Book Description
John Updikes's nineteenth novel tells the story of
Claudius and Gertrude, King and Queen of Denmark, before the
action of Shakespeare's Hamlet begins. Employing the
nomenclature and certain details of the ancient Scandinavian
legends that first describe the prince who feigns madness to
achieve revenge upon his father's slayer, Updike brings to
life Gertrude's girlhood as the daughter of King Rorik, her
arranged marriage to the man who becomes King Hamlet, and her
middle-aged affair with her husband's younger brother. A
dark-eyed dreamer with a taste for foreign adventure, he for
decades has sought to quell his love for Gertrude, and at
last returns to an Elsinore whose prince is generally
elsewhere.
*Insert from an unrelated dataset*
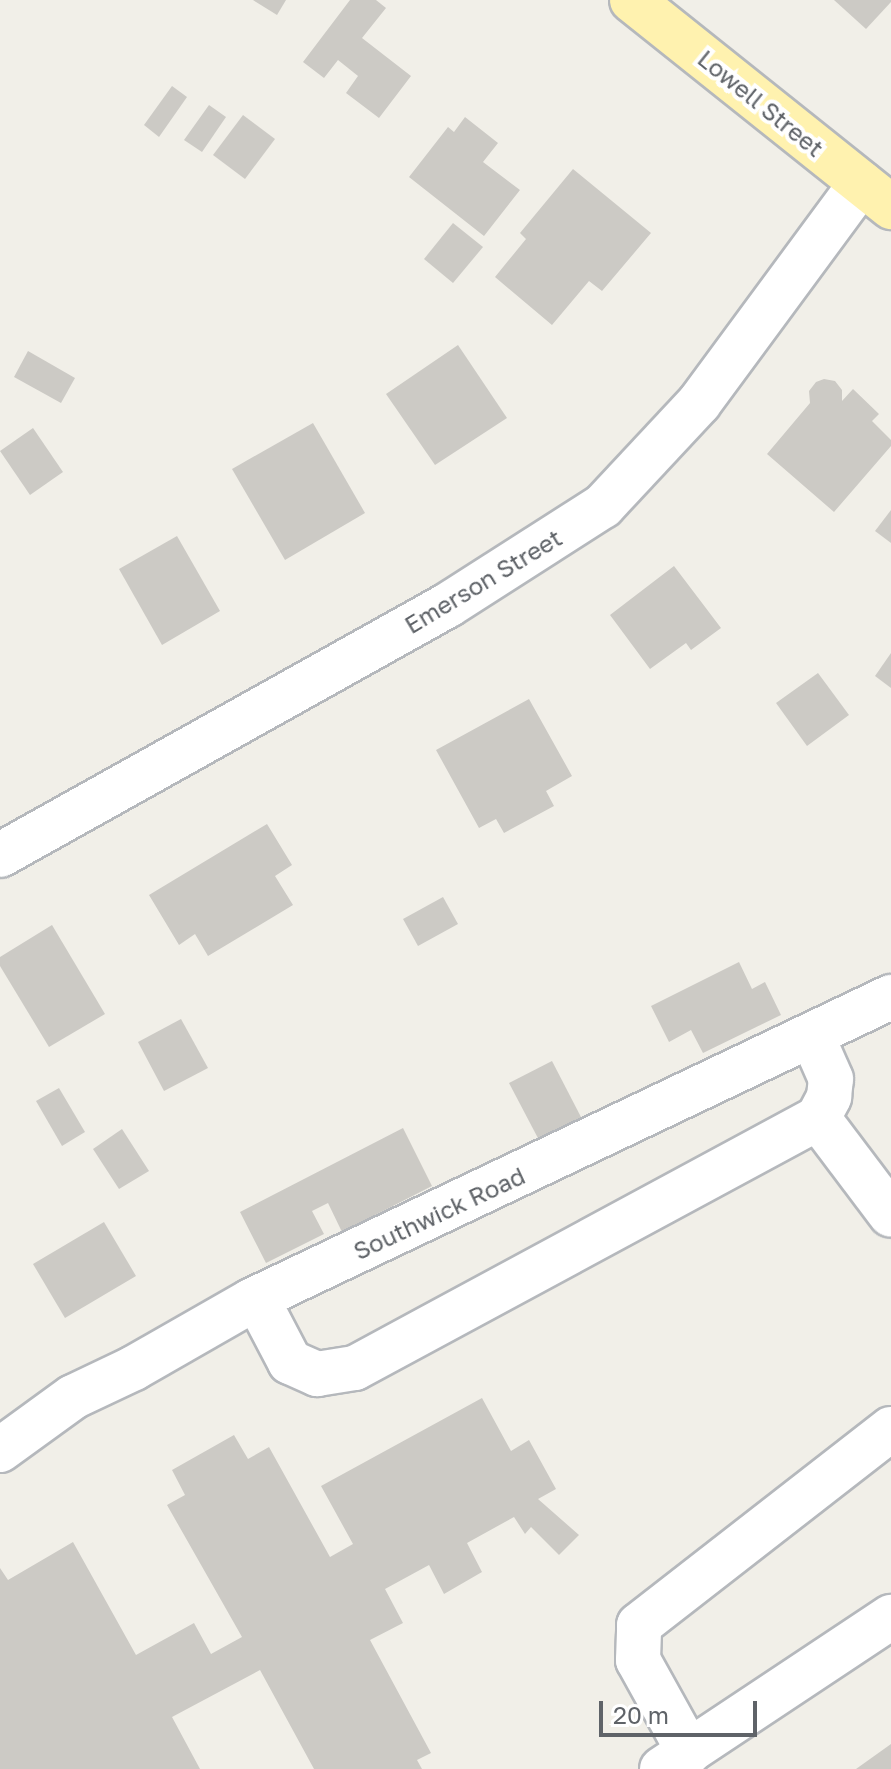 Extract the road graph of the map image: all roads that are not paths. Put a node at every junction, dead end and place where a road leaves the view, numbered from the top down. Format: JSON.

Gaps and inconsistencies within the immortal play
are to an extent filled and explained in this prequel; the
figure of Polonius, especially, takes on a larger
significance. Beginning in the aura of pagan barbarism, and
anticipating Renaissance humanism and empiricism, this modern
retelling of a medieval tale presents the case for its royal
couple that Shakespeare only hinted at. Gertrude and Claudius
are seen afresh against a background of fond intentions and
familial dysfunction, on a stage darkened by the ominous
shadow of a sullen, disaffected prince.